Existing derivations of d-dimensional steerable convolutional neural networks (Steerable CNNs) rely heavily on abstract group representation theory, hindering accessibility and practical implementation. Method: We propose a novel derivation framework grounded in geometric intuition and pattern-matching principles, circumventing explicit group-theoretic machinery. Central to our approach is the construction of steerable convolution layers via interpolation kernels, which naturally induces the Clebsch–Gordan decomposition and reveals the geometric rationale for spherical harmonics as basis functions. Contribution/Results: The resulting formulation exhibits enhanced robustness—particularly under noise—yielding significantly improved feature consistency.
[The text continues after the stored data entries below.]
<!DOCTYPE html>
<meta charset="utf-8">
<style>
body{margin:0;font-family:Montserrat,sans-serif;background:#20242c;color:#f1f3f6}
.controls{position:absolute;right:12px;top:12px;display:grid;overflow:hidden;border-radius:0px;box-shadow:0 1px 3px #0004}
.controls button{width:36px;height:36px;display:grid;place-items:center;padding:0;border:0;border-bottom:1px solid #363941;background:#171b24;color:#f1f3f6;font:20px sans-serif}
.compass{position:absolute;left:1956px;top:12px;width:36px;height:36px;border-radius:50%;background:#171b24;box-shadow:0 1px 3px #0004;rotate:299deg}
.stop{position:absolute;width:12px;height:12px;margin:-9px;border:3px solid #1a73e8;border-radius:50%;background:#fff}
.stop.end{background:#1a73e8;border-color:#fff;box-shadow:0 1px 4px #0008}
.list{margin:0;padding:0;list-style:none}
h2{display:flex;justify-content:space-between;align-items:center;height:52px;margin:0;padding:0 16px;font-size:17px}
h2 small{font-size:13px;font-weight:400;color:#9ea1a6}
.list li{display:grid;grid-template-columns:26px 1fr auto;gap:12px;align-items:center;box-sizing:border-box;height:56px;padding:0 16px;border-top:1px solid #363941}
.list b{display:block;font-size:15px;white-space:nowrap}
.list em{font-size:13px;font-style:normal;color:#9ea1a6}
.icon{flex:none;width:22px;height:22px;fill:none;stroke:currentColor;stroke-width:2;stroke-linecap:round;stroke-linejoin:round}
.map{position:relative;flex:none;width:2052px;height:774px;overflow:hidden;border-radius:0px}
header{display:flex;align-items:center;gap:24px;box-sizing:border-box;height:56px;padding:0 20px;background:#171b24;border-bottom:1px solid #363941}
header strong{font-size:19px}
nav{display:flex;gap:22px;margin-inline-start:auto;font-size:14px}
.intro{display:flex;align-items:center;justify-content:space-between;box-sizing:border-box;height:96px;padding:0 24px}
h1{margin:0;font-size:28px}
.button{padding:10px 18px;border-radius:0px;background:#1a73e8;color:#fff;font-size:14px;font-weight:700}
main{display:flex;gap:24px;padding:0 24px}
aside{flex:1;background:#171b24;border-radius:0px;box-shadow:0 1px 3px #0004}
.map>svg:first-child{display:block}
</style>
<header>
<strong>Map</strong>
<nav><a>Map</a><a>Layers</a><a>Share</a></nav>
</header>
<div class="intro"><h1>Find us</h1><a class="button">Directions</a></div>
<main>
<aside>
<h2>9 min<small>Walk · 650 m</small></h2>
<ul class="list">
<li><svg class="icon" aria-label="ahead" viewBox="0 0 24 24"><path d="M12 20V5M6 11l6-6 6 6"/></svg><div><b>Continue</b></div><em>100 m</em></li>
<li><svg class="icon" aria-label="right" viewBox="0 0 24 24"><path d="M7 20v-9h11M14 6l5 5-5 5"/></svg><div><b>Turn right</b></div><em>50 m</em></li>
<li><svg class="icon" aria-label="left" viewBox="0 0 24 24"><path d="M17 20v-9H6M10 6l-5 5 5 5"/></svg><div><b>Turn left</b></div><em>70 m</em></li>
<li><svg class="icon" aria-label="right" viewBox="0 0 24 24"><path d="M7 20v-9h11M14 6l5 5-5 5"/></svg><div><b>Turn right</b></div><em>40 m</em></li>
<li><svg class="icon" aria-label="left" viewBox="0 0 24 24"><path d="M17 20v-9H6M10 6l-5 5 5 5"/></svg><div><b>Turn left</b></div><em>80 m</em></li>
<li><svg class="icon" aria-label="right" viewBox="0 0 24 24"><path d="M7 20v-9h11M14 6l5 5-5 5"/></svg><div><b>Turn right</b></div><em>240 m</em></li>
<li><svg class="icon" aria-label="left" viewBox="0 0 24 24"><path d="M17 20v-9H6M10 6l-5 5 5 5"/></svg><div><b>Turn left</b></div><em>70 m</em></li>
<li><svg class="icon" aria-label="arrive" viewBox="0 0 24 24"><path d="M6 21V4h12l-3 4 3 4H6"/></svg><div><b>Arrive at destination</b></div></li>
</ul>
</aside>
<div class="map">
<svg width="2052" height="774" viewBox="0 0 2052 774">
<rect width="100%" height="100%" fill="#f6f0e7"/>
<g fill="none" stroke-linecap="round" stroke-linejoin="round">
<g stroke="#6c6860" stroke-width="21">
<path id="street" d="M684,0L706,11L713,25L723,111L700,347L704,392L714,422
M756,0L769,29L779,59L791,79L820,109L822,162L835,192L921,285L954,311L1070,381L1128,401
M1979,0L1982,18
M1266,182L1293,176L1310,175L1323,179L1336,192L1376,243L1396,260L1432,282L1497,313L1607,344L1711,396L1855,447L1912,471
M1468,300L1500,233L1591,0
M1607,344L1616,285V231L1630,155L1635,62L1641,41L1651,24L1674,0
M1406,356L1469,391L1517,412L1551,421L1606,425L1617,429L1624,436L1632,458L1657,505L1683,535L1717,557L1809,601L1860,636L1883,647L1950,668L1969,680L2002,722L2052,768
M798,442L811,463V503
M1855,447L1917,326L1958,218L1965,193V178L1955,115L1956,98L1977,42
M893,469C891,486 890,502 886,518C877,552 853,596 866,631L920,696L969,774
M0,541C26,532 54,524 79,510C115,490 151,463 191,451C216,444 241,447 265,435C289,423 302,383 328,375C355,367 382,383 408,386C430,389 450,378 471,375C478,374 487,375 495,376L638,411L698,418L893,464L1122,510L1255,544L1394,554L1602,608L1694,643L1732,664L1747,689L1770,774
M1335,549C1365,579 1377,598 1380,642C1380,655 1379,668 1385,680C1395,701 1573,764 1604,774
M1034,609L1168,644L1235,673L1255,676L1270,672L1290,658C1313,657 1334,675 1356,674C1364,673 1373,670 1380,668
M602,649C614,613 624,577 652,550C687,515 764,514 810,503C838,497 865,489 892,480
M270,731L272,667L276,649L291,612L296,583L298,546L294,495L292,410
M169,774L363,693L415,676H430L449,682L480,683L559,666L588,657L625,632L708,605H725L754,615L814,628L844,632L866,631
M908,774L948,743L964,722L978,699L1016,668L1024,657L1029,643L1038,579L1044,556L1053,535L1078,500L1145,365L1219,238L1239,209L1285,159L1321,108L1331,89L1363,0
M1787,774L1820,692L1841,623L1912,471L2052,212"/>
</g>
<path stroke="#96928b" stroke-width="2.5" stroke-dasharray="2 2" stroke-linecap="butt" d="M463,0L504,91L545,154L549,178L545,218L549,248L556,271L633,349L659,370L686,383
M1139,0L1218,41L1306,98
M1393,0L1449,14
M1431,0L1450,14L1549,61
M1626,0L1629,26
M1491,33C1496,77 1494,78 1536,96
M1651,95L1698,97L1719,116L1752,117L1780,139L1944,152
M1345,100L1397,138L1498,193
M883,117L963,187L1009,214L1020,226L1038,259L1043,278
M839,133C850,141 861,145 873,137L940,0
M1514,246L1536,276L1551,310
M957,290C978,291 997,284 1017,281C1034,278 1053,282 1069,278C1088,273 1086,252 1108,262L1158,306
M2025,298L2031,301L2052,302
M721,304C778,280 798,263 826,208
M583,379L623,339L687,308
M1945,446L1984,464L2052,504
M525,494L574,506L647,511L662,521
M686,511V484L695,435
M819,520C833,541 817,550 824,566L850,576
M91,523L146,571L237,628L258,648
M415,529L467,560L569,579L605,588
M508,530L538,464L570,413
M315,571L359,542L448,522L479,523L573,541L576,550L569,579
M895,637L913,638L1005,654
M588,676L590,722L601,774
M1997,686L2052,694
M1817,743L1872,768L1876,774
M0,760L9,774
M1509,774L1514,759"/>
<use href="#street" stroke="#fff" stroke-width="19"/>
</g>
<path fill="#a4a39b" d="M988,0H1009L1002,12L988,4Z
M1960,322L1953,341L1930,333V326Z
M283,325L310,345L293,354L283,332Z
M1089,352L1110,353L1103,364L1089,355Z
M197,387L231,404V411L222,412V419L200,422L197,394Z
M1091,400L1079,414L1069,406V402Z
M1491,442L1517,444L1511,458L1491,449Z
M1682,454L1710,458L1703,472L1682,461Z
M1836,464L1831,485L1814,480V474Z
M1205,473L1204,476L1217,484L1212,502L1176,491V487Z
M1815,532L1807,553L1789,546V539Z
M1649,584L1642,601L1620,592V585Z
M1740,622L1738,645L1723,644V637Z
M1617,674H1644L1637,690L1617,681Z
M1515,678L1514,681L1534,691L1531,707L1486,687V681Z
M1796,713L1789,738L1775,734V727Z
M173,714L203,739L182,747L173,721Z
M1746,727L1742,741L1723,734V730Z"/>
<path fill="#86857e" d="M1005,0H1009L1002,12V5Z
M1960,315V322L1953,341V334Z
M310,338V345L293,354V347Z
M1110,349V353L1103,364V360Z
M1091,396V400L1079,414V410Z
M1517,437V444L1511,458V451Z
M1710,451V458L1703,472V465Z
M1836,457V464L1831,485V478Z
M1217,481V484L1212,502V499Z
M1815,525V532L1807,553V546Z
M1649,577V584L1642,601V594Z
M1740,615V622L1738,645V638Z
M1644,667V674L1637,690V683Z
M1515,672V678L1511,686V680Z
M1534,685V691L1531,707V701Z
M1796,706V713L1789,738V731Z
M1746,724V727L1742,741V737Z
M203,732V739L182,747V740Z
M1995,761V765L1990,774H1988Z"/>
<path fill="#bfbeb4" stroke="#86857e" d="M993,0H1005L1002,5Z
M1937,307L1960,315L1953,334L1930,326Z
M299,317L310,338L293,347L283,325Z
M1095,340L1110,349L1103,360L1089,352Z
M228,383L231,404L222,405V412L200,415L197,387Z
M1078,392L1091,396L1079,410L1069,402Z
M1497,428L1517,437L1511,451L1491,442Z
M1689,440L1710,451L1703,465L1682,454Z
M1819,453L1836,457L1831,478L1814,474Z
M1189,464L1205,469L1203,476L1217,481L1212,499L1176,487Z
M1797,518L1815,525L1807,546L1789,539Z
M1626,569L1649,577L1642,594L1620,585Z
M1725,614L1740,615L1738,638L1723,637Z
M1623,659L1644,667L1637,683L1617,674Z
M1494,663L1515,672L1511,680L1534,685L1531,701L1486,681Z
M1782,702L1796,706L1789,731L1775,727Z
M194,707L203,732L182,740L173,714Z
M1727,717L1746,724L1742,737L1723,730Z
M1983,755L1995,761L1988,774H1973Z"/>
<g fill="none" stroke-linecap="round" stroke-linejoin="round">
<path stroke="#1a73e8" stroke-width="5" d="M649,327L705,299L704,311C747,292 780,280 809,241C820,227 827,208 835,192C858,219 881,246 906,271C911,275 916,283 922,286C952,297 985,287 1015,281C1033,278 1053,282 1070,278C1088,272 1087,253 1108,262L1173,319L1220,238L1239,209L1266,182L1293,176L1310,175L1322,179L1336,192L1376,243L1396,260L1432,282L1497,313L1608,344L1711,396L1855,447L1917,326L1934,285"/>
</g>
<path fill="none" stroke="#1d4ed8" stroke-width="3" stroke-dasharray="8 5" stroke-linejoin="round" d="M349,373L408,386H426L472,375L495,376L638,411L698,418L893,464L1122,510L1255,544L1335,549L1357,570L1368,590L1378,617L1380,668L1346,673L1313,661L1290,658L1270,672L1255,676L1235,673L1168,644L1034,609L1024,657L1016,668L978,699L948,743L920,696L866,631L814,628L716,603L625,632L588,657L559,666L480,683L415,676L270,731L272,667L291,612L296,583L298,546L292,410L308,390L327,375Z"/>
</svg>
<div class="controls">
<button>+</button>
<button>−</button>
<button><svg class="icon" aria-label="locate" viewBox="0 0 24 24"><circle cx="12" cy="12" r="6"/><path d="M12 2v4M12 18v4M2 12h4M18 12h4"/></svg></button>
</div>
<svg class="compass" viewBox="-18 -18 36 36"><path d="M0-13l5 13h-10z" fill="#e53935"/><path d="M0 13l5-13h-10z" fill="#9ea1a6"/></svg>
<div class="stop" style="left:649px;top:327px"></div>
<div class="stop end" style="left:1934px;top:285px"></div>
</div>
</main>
Experiments demonstrate superior accuracy and markedly stronger noise resilience in multidimensional pattern recognition tasks. Our framework establishes a more interpretable, geometrically transparent, and implementation-friendly paradigm for steerable CNNs, bridging theoretical foundations with practical design.

In contrast to the somewhat abstract, group theoretical approach adopted by many papers, our work provides a new and more intuitive derivation of steerable convolutional neural networks in $d$ dimensions. This derivation is based on geometric arguments and fundamental principles of pattern matching. We offer an intuitive explanation for the appearance of the Clebsch--Gordan decomposition and spherical harmonic basis functions. Furthermore, we suggest a novel way to construct steerable convolution layers using interpolation kernels that improve upon existing implementation, and offer greater robustness to noisy data.